# To do
Please reproduce every entry, keeping each one exact.

# Exercise material
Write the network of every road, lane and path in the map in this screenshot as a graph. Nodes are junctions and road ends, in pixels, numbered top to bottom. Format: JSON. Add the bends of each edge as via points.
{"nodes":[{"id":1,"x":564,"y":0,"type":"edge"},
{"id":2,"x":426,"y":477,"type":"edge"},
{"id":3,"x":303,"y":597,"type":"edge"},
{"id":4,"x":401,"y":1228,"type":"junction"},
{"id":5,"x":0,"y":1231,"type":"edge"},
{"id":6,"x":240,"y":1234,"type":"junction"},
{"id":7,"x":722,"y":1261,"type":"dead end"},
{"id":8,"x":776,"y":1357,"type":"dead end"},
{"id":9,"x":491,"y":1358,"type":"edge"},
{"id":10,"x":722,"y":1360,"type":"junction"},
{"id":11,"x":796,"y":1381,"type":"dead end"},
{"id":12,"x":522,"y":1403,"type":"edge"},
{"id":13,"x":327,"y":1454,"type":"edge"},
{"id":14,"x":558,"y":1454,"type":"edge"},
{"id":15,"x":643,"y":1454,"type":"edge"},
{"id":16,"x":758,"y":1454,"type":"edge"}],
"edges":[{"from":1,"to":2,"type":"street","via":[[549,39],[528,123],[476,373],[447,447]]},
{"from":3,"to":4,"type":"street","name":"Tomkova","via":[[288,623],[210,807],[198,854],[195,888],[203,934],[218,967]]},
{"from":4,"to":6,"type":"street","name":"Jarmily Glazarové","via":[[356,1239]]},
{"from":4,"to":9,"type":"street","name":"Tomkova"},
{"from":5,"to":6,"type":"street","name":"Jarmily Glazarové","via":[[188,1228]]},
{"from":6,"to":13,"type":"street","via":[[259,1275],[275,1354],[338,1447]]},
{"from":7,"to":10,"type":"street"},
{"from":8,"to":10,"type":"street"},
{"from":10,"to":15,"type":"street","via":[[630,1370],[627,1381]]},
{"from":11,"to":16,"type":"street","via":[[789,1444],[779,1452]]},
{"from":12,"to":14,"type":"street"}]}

# Task result
Write the network of every road, lane and path in the map in this screenshot as a graph. Nodes are junctions and road ends, in pixels, numbered top to bottom. Format: JSON. Add the bends of each edge as via points.
{"nodes":[{"id":1,"x":564,"y":0,"type":"edge"},
{"id":2,"x":426,"y":477,"type":"edge"},
{"id":3,"x":303,"y":597,"type":"edge"},
{"id":4,"x":401,"y":1228,"type":"junction"},
{"id":5,"x":0,"y":1231,"type":"edge"},
{"id":6,"x":240,"y":1234,"type":"junction"},
{"id":7,"x":722,"y":1261,"type":"dead end"},
{"id":8,"x":776,"y":1357,"type":"dead end"},
{"id":9,"x":491,"y":1358,"type":"edge"},
{"id":10,"x":722,"y":1360,"type":"junction"},
{"id":11,"x":796,"y":1381,"type":"dead end"},
{"id":12,"x":522,"y":1403,"type":"edge"},
{"id":13,"x":327,"y":1454,"type":"edge"},
{"id":14,"x":558,"y":1454,"type":"edge"},
{"id":15,"x":643,"y":1454,"type":"edge"},
{"id":16,"x":758,"y":1454,"type":"edge"}],
"edges":[{"from":1,"to":2,"type":"street","via":[[549,39],[528,123],[476,373],[447,447]]},
{"from":3,"to":4,"type":"street","name":"Tomkova","via":[[288,623],[210,807],[198,854],[195,888],[203,934],[218,967]]},
{"from":4,"to":6,"type":"street","name":"Jarmily Glazarové","via":[[356,1239]]},
{"from":4,"to":9,"type":"street","name":"Tomkova"},
{"from":5,"to":6,"type":"street","name":"Jarmily Glazarové","via":[[188,1228]]},
{"from":6,"to":13,"type":"street","via":[[259,1275],[275,1354],[338,1447]]},
{"from":7,"to":10,"type":"street"},
{"from":8,"to":10,"type":"street"},
{"from":10,"to":15,"type":"street","via":[[630,1370],[627,1381]]},
{"from":11,"to":16,"type":"street","via":[[789,1444],[779,1452]]},
{"from":12,"to":14,"type":"street"}]}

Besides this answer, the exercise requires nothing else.